PROBLEM: Where the string "edges" occurs in a line of the data below, that line should be copied.

RAW DATA:
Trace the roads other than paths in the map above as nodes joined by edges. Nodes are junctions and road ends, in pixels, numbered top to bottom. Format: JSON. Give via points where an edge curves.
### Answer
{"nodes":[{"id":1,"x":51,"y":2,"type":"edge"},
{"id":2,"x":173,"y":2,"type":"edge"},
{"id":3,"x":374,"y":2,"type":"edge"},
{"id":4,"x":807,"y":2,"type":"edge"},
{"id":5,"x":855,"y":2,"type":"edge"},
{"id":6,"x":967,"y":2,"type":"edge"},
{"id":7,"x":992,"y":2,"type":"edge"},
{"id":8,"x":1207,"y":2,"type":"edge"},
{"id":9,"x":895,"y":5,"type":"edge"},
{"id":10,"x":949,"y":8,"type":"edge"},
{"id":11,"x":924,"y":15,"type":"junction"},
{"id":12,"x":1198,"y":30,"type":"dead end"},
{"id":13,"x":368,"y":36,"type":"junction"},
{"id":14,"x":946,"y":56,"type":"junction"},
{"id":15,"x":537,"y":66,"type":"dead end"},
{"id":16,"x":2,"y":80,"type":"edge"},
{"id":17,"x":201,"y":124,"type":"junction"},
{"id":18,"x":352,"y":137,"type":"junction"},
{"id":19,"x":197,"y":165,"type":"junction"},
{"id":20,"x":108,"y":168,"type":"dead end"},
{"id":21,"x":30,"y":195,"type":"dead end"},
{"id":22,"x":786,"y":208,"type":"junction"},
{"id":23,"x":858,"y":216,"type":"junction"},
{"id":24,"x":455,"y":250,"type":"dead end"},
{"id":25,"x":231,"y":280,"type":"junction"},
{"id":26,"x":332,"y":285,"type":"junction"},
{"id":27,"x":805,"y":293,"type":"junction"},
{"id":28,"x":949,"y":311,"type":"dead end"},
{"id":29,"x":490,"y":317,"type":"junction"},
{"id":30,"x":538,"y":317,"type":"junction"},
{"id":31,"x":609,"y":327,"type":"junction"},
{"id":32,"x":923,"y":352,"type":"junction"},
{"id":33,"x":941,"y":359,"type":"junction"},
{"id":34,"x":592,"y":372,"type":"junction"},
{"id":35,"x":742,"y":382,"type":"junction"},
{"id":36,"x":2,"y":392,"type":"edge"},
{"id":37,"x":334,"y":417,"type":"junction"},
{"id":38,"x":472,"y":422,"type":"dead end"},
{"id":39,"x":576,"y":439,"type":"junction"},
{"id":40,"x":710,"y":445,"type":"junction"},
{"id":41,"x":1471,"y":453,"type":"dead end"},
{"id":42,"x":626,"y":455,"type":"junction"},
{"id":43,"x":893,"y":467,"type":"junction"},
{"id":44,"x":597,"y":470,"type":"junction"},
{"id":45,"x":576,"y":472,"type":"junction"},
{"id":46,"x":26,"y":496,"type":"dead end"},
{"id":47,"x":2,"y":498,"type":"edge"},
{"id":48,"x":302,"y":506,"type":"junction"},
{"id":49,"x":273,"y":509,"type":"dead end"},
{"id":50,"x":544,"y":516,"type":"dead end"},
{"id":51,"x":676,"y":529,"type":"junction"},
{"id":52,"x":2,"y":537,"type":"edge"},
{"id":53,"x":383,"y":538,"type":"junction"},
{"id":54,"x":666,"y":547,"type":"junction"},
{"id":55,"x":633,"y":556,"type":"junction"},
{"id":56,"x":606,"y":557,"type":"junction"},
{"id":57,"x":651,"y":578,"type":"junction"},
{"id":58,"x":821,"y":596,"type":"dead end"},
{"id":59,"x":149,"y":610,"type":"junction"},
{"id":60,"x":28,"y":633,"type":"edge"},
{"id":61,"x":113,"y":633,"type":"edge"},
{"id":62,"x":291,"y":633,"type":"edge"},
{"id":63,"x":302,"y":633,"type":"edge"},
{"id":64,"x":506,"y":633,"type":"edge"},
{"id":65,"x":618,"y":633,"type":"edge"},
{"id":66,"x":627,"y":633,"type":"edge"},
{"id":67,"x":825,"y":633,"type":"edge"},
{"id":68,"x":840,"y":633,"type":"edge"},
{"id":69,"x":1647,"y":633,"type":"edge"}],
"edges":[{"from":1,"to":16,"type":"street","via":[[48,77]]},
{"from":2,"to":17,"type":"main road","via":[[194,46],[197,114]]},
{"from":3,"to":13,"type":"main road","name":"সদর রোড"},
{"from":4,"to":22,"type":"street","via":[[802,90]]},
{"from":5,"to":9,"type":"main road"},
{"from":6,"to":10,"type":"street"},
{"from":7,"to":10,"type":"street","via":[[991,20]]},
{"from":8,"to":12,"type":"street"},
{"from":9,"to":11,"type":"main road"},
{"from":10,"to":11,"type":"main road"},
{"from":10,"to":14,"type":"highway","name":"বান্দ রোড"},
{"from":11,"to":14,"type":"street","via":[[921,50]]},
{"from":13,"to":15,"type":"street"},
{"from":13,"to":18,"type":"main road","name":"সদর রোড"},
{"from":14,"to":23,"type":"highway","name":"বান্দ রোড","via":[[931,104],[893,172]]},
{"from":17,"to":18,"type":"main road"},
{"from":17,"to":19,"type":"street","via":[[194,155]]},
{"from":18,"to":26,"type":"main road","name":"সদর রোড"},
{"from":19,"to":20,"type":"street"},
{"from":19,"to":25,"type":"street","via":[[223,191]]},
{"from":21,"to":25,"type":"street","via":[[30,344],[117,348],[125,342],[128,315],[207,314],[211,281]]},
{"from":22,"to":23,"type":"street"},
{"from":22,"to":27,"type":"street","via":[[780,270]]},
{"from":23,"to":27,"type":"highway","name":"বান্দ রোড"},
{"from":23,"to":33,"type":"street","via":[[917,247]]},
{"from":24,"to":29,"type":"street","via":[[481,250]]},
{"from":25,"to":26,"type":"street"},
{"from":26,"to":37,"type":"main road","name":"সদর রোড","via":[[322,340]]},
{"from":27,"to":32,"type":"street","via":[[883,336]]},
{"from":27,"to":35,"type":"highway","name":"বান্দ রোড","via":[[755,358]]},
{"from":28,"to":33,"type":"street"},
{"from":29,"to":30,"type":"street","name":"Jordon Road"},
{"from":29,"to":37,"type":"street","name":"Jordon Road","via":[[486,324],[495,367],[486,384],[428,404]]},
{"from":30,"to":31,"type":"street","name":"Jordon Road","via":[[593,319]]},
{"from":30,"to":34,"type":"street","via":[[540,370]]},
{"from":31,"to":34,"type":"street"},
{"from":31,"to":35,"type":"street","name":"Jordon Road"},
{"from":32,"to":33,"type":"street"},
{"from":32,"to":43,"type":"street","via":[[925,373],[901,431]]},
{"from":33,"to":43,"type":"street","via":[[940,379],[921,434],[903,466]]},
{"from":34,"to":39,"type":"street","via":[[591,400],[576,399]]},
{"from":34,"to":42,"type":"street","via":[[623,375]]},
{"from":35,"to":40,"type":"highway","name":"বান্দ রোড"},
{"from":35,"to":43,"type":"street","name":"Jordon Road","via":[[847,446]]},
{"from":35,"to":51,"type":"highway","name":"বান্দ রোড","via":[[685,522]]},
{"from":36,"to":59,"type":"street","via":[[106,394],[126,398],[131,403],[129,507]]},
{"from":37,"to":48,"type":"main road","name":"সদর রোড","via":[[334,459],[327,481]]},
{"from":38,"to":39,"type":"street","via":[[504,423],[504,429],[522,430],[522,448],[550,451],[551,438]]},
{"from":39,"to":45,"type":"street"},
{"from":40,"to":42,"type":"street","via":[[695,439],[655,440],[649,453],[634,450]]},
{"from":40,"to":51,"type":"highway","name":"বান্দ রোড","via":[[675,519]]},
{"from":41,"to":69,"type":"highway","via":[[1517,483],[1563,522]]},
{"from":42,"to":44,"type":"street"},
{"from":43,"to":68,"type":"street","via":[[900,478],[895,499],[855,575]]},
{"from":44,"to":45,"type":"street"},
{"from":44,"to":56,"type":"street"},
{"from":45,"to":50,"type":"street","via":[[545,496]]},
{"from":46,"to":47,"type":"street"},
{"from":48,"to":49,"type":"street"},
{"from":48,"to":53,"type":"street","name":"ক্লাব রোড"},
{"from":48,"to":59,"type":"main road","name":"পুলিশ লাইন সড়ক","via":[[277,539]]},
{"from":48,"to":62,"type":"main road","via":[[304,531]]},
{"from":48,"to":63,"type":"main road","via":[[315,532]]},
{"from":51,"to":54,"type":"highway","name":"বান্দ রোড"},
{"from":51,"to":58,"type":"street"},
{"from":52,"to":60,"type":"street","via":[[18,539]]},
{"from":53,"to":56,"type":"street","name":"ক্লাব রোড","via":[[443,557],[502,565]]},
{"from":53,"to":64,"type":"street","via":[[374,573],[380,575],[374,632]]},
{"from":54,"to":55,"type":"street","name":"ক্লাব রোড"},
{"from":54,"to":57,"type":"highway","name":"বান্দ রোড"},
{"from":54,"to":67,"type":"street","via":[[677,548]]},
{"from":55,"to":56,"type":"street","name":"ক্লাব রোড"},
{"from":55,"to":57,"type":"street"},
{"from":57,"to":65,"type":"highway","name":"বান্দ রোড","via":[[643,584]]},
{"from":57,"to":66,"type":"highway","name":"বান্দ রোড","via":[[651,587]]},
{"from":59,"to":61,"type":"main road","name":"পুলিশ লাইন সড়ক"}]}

ANSWER FOR THIS EXERCISE:
Trace the roads other than paths in the map above as nodes joined by edges. Nodes are junctions and road ends, in pixels, numbered top to bottom. Format: JSON. Give via points where an edge curves.
"edges":[{"from":1,"to":16,"type":"street","via":[[48,77]]},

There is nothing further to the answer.